Required work:
Your response must consist of the listing below, repeated exactly.

----------

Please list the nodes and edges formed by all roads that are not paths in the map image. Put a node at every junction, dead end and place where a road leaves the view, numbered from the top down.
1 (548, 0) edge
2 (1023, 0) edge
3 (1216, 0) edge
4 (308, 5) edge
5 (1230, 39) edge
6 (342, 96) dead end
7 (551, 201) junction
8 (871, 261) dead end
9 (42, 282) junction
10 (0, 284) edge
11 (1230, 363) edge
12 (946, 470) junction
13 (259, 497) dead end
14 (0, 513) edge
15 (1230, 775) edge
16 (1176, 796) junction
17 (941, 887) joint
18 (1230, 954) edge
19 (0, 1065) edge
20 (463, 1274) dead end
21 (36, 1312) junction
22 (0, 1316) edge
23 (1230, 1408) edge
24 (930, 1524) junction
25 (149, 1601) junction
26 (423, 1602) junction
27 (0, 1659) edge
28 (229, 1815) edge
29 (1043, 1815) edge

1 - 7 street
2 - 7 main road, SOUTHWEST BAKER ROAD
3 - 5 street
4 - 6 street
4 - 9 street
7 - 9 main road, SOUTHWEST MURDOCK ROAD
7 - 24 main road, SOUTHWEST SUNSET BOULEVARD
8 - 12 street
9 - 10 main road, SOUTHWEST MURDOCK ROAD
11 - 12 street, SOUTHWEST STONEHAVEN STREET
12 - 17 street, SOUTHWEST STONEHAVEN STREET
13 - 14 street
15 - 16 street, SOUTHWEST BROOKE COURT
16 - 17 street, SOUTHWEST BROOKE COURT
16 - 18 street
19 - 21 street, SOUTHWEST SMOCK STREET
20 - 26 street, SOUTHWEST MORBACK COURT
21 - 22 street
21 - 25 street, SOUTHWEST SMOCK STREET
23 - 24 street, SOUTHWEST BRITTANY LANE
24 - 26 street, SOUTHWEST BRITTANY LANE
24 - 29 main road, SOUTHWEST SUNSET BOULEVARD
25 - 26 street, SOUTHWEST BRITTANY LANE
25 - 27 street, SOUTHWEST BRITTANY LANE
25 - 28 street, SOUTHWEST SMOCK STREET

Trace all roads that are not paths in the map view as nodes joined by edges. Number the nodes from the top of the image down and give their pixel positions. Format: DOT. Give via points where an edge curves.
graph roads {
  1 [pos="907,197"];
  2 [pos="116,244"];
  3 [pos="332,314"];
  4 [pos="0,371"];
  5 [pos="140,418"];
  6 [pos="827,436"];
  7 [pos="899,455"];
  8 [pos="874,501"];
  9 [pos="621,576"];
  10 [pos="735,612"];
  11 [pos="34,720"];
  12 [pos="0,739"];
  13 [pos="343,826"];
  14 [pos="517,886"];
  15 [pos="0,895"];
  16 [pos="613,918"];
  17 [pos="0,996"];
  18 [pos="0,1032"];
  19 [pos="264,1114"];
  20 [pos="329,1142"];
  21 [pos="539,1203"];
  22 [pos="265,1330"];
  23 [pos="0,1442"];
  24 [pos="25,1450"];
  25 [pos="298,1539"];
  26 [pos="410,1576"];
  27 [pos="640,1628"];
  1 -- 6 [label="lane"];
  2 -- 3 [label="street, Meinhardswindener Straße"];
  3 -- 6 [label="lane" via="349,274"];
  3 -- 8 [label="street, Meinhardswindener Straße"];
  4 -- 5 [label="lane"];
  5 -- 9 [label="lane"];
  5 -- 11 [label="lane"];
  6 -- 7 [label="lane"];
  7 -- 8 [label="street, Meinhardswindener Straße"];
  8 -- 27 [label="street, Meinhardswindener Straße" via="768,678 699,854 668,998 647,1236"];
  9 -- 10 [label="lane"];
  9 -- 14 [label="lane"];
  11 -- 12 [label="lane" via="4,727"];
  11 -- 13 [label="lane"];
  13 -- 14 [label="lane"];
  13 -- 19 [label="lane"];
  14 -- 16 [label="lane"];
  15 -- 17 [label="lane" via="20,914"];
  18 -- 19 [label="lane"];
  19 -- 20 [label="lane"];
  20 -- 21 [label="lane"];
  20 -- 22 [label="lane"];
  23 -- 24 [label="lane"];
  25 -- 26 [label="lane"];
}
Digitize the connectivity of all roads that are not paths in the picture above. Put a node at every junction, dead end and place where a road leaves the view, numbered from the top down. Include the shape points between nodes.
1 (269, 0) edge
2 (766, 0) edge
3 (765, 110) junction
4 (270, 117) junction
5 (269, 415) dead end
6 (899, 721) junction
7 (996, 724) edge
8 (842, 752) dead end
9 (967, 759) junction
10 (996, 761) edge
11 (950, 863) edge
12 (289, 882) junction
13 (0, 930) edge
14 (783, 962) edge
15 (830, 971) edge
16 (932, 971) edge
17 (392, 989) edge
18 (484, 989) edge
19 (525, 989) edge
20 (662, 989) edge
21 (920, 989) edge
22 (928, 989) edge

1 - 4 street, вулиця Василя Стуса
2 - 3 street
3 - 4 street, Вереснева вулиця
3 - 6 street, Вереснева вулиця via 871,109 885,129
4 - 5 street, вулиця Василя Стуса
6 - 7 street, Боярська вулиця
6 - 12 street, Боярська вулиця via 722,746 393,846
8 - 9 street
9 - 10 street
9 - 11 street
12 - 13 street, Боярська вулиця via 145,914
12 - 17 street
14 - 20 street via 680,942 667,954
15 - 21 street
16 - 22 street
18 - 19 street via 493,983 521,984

----------

Reply:
Please list the nodes and edges formed by all roads that are not paths in the map image. Put a node at every junction, dead end and place where a road leaves the view, numbered from the top down.
1 (548, 0) edge
2 (1023, 0) edge
3 (1216, 0) edge
4 (308, 5) edge
5 (1230, 39) edge
6 (342, 96) dead end
7 (551, 201) junction
8 (871, 261) dead end
9 (42, 282) junction
10 (0, 284) edge
11 (1230, 363) edge
12 (946, 470) junction
13 (259, 497) dead end
14 (0, 513) edge
15 (1230, 775) edge
16 (1176, 796) junction
17 (941, 887) joint
18 (1230, 954) edge
19 (0, 1065) edge
20 (463, 1274) dead end
21 (36, 1312) junction
22 (0, 1316) edge
23 (1230, 1408) edge
24 (930, 1524) junction
25 (149, 1601) junction
26 (423, 1602) junction
27 (0, 1659) edge
28 (229, 1815) edge
29 (1043, 1815) edge

1 - 7 street
2 - 7 main road, SOUTHWEST BAKER ROAD
3 - 5 street
4 - 6 street
4 - 9 street
7 - 9 main road, SOUTHWEST MURDOCK ROAD
7 - 24 main road, SOUTHWEST SUNSET BOULEVARD
8 - 12 street
9 - 10 main road, SOUTHWEST MURDOCK ROAD
11 - 12 street, SOUTHWEST STONEHAVEN STREET
12 - 17 street, SOUTHWEST STONEHAVEN STREET
13 - 14 street
15 - 16 street, SOUTHWEST BROOKE COURT
16 - 17 street, SOUTHWEST BROOKE COURT
16 - 18 street
19 - 21 street, SOUTHWEST SMOCK STREET
20 - 26 street, SOUTHWEST MORBACK COURT
21 - 22 street
21 - 25 street, SOUTHWEST SMOCK STREET
23 - 24 street, SOUTHWEST BRITTANY LANE
24 - 26 street, SOUTHWEST BRITTANY LANE
24 - 29 main road, SOUTHWEST SUNSET BOULEVARD
25 - 26 street, SOUTHWEST BRITTANY LANE
25 - 27 street, SOUTHWEST BRITTANY LANE
25 - 28 street, SOUTHWEST SMOCK STREET

Trace all roads that are not paths in the map view as nodes joined by edges. Number the nodes from the top of the image down and give their pixel positions. Format: DOT. Give via points where an edge curves.
graph roads {
  1 [pos="907,197"];
  2 [pos="116,244"];
  3 [pos="332,314"];
  4 [pos="0,371"];
  5 [pos="140,418"];
  6 [pos="827,436"];
  7 [pos="899,455"];
  8 [pos="874,501"];
  9 [pos="621,576"];
  10 [pos="735,612"];
  11 [pos="34,720"];
  12 [pos="0,739"];
  13 [pos="343,826"];
  14 [pos="517,886"];
  15 [pos="0,895"];
  16 [pos="613,918"];
  17 [pos="0,996"];
  18 [pos="0,1032"];
  19 [pos="264,1114"];
  20 [pos="329,1142"];
  21 [pos="539,1203"];
  22 [pos="265,1330"];
  23 [pos="0,1442"];
  24 [pos="25,1450"];
  25 [pos="298,1539"];
  26 [pos="410,1576"];
  27 [pos="640,1628"];
  1 -- 6 [label="lane"];
  2 -- 3 [label="street, Meinhardswindener Straße"];
  3 -- 6 [label="lane" via="349,274"];
  3 -- 8 [label="street, Meinhardswindener Straße"];
  4 -- 5 [label="lane"];
  5 -- 9 [label="lane"];
  5 -- 11 [label="lane"];
  6 -- 7 [label="lane"];
  7 -- 8 [label="street, Meinhardswindener Straße"];
  8 -- 27 [label="street, Meinhardswindener Straße" via="768,678 699,854 668,998 647,1236"];
  9 -- 10 [label="lane"];
  9 -- 14 [label="lane"];
  11 -- 12 [label="lane" via="4,727"];
  11 -- 13 [label="lane"];
  13 -- 14 [label="lane"];
  13 -- 19 [label="lane"];
  14 -- 16 [label="lane"];
  15 -- 17 [label="lane" via="20,914"];
  18 -- 19 [label="lane"];
  19 -- 20 [label="lane"];
  20 -- 21 [label="lane"];
  20 -- 22 [label="lane"];
  23 -- 24 [label="lane"];
  25 -- 26 [label="lane"];
}
Digitize the connectivity of all roads that are not paths in the picture above. Put a node at every junction, dead end and place where a road leaves the view, numbered from the top down. Include the shape points between nodes.
1 (269, 0) edge
2 (766, 0) edge
3 (765, 110) junction
4 (270, 117) junction
5 (269, 415) dead end
6 (899, 721) junction
7 (996, 724) edge
8 (842, 752) dead end
9 (967, 759) junction
10 (996, 761) edge
11 (950, 863) edge
12 (289, 882) junction
13 (0, 930) edge
14 (783, 962) edge
15 (830, 971) edge
16 (932, 971) edge
17 (392, 989) edge
18 (484, 989) edge
19 (525, 989) edge
20 (662, 989) edge
21 (920, 989) edge
22 (928, 989) edge

1 - 4 street, вулиця Василя Стуса
2 - 3 street
3 - 4 street, Вереснева вулиця
3 - 6 street, Вереснева вулиця via 871,109 885,129
4 - 5 street, вулиця Василя Стуса
6 - 7 street, Боярська вулиця
6 - 12 street, Боярська вулиця via 722,746 393,846
8 - 9 street
9 - 10 street
9 - 11 street
12 - 13 street, Боярська вулиця via 145,914
12 - 17 street
14 - 20 street via 680,942 667,954
15 - 21 street
16 - 22 street
18 - 19 street via 493,983 521,984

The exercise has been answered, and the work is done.